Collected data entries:

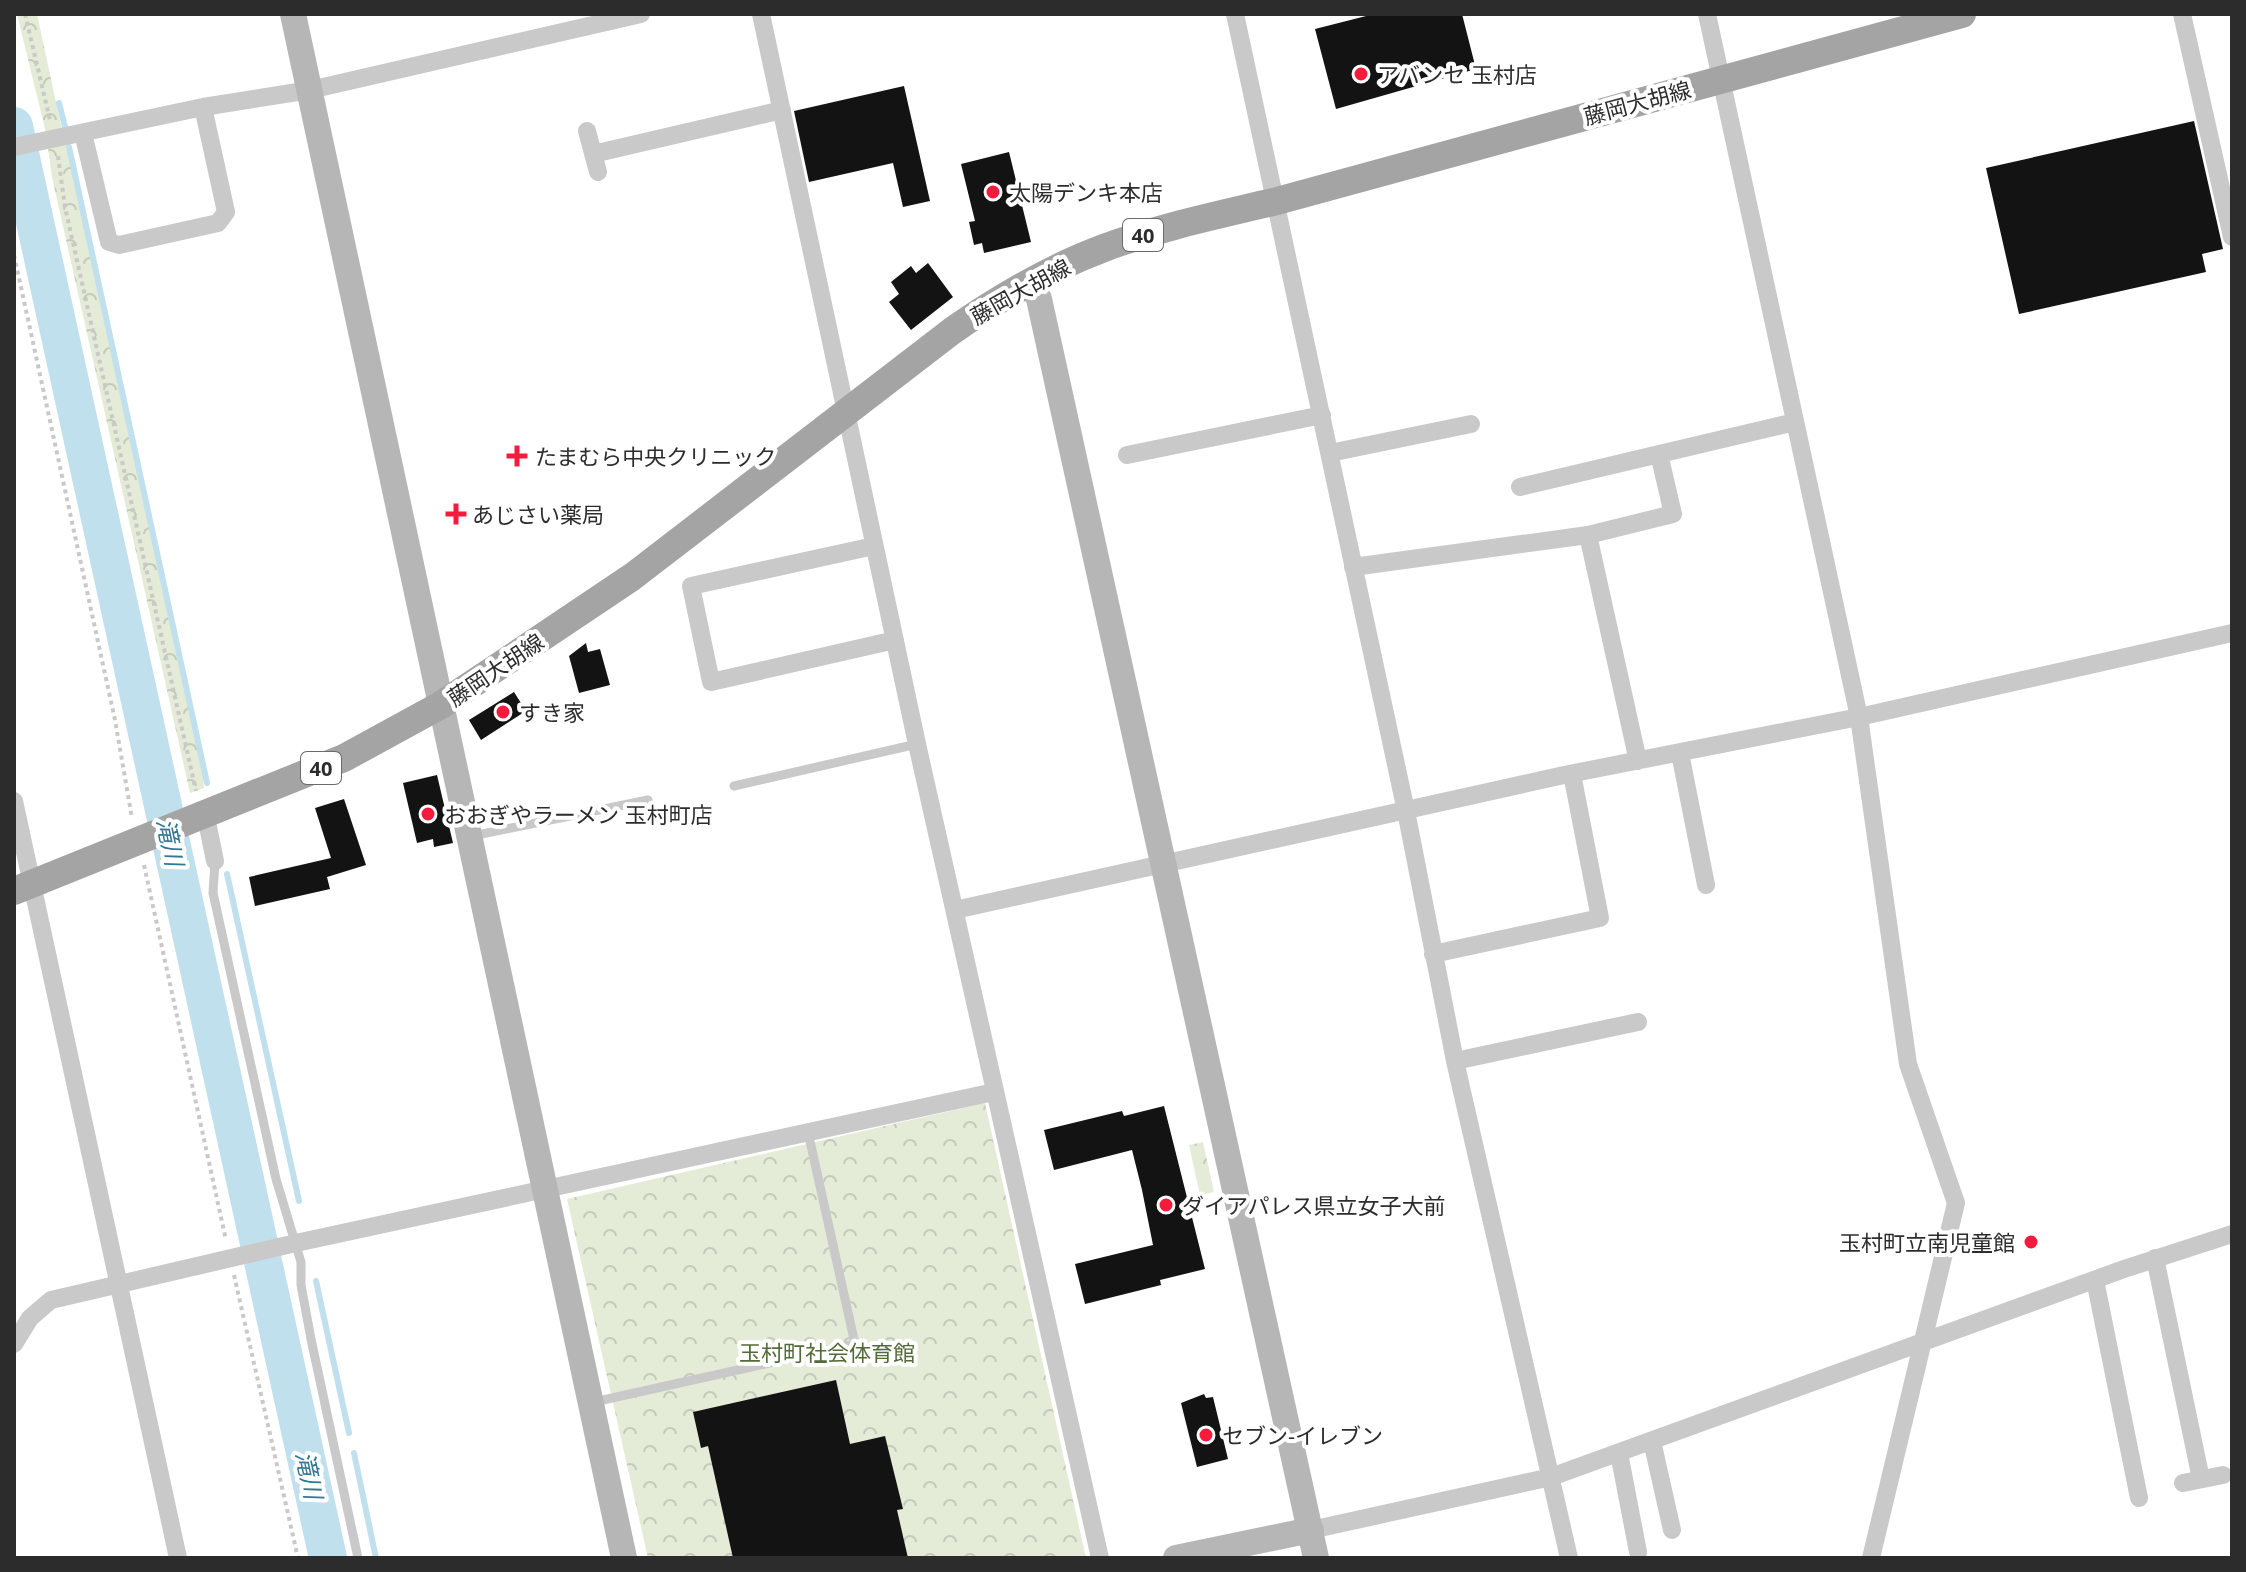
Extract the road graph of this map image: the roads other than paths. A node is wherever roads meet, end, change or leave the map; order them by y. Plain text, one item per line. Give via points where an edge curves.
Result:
1 (293, 14) edge
2 (641, 14) edge
3 (761, 14) edge
4 (1235, 14) edge
5 (1707, 14) edge
6 (1962, 14) edge
7 (2182, 14) edge
8 (1721, 79) junction
9 (310, 90) junction
10 (203, 107) junction
11 (782, 110) junction
12 (587, 131) dead end
13 (83, 133) junction
14 (14, 147) edge
15 (1277, 201) junction
16 (2232, 237) edge
17 (1031, 282) junction
18 (847, 409) junction
19 (1322, 415) junction
20 (1795, 422) junction
21 (1471, 424) dead end
22 (1330, 453) junction
23 (1659, 454) junction
24 (1127, 455) dead end
25 (1520, 487) dead end
26 (1588, 535) junction
27 (874, 546) junction
28 (1353, 567) junction
29 (2232, 633) edge
30 (895, 640) junction
31 (441, 705) junction
32 (1859, 717) junction
33 (917, 744) junction
34 (1680, 753) junction
35 (1638, 761) junction
36 (1572, 774) junction
37 (734, 786) dead end
38 (648, 800) dead end
39 (14, 801) edge
40 (198, 808) junction
41 (1406, 811) junction
42 (470, 837) junction
43 (215, 861) joint
44 (1164, 864) junction
45 (1706, 885) dead end
46 (23, 887) edge
47 (955, 910) junction
48 (1433, 954) junction
49 (1638, 1022) dead end
50 (1455, 1061) junction
51 (994, 1092) junction
52 (808, 1132) junction
53 (546, 1189) junction
54 (2232, 1234) edge
55 (292, 1244) junction
56 (2155, 1258) junction
57 (2095, 1280) junction
58 (117, 1284) junction
59 (1924, 1341) junction
60 (14, 1344) edge
61 (591, 1403) junction
62 (1652, 1441) junction
63 (1619, 1453) junction
64 (2223, 1475) dead end
65 (1551, 1477) junction
66 (2139, 1498) dead end
67 (1311, 1530) junction
68 (1672, 1530) dead end
69 (1638, 1552) dead end
70 (178, 1558) edge
71 (358, 1558) edge
72 (624, 1558) edge
73 (1100, 1558) edge
74 (1176, 1558) edge
75 (1316, 1558) edge
76 (1569, 1558) edge
77 (1871, 1558) edge

1 - 9 street
2 - 9 street
3 - 11 street
4 - 15 street
5 - 8 street
6 - 8 main road, 藤岡大胡線 / 40
7 - 16 street
8 - 15 main road, 藤岡大胡線 / 40
8 - 20 street
9 - 10 street
9 - 31 street
10 - 13 street
10 - 13 street via 226,212 223,221 119,245 109,242
11 - 12 street via 596,163
11 - 18 street
13 - 14 street
15 - 17 main road, 藤岡大胡線 / 40 via 1102,248
15 - 19 street
17 - 18 main road, 藤岡大胡線 / 40 via 952,331
17 - 44 street via 1039,299
18 - 27 street
18 - 31 main road, 藤岡大胡線 / 40 via 632,577
19 - 22 street
19 - 24 street
20 - 23 street
20 - 32 street
21 - 22 street
22 - 28 street
23 - 25 street
23 - 26 street via 1673,514
26 - 28 street
26 - 35 street
27 - 30 street
27 - 30 street via 691,586 711,682
28 - 41 street
29 - 32 street
30 - 33 street
31 - 40 main road, 藤岡大胡線 / 40 via 344,758
31 - 42 street
32 - 34 street
32 - 59 street via 1908,1064 1956,1203
33 - 37 lane
33 - 47 street
34 - 35 street
34 - 45 street
35 - 36 street
36 - 41 street
36 - 48 street via 1600,918
38 - 42 lane
39 - 46 street
40 - 43 street
40 - 46 main road, 40
41 - 44 street
41 - 48 street
42 - 53 street
43 - 55 lane via 213,893
44 - 47 street
44 - 67 street
46 - 58 street
47 - 51 street
48 - 50 street
49 - 50 street
50 - 65 street
51 - 52 street
51 - 73 street
52 - 53 street
52 - 61 lane via 855,1344
53 - 55 street
53 - 61 street
54 - 56 street
55 - 58 street
55 - 71 lane
56 - 57 street
56 - 64 street via 2192,1481
57 - 59 street
57 - 66 street
58 - 60 street via 51,1300 30,1318
58 - 70 street
59 - 62 street
59 - 77 street
61 - 72 street
62 - 63 street
62 - 68 street
63 - 65 street
63 - 69 street
65 - 67 street
65 - 76 street
67 - 74 street
67 - 75 street

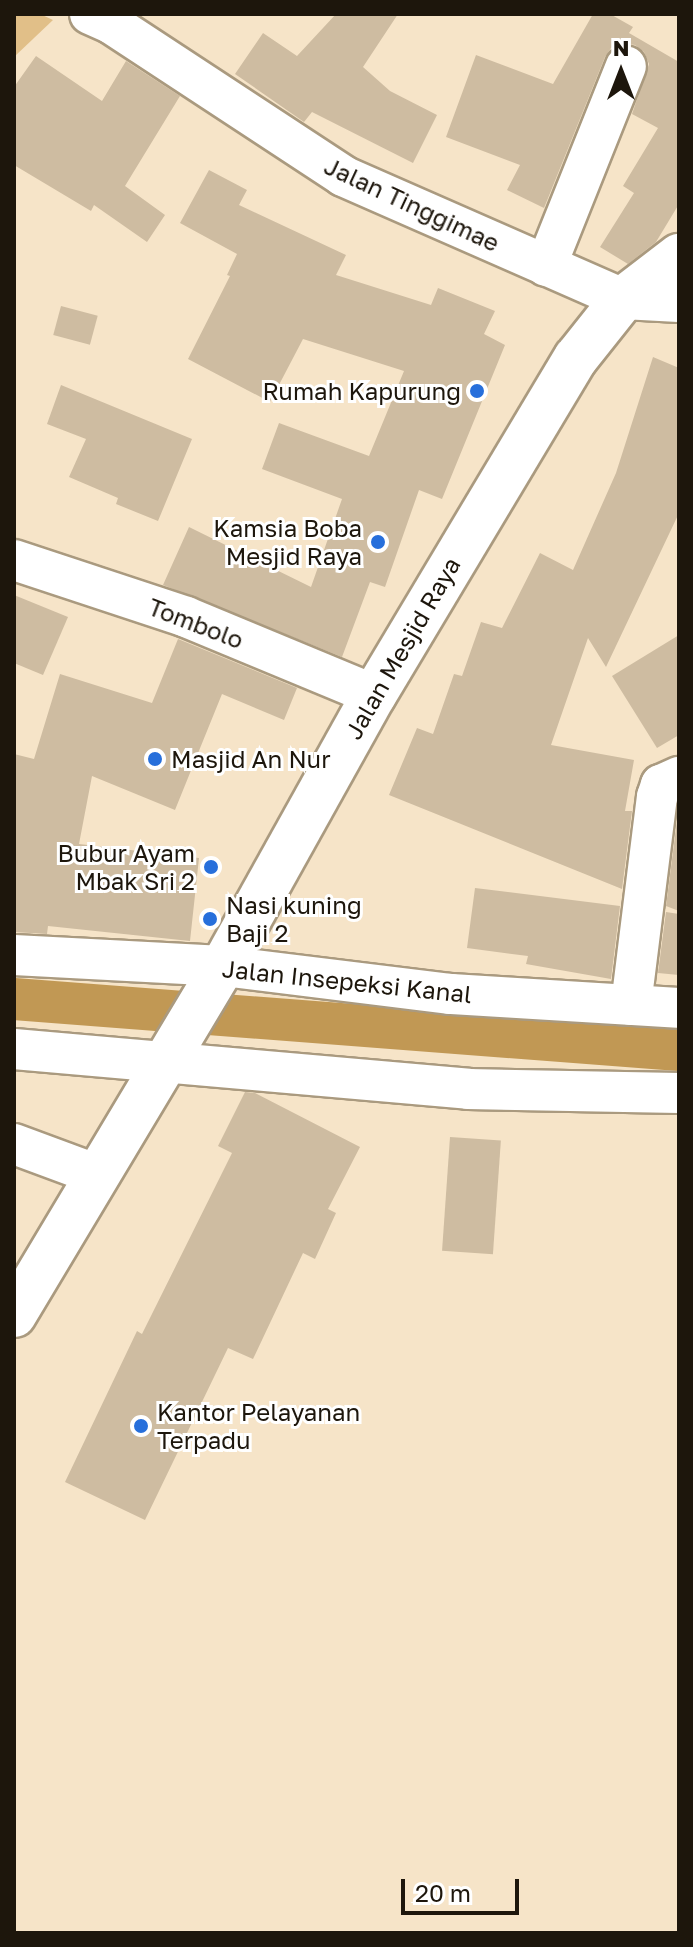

*YOUR INSTRUCTIONS*
Select all lines with the word "road" from the entries above.

*YOUR SOLUTION*
Extract the road graph of this map image: the roads other than paths. A node is wherever roads meet, end, change or leave the map; order them by y. Plain text, one item per line. Give via points where an edge curves.
6 - 8 main road, 藤岡大胡線 / 40
8 - 15 main road, 藤岡大胡線 / 40
15 - 17 main road, 藤岡大胡線 / 40 via 1102,248
17 - 18 main road, 藤岡大胡線 / 40 via 952,331
18 - 31 main road, 藤岡大胡線 / 40 via 632,577
31 - 40 main road, 藤岡大胡線 / 40 via 344,758
40 - 46 main road, 40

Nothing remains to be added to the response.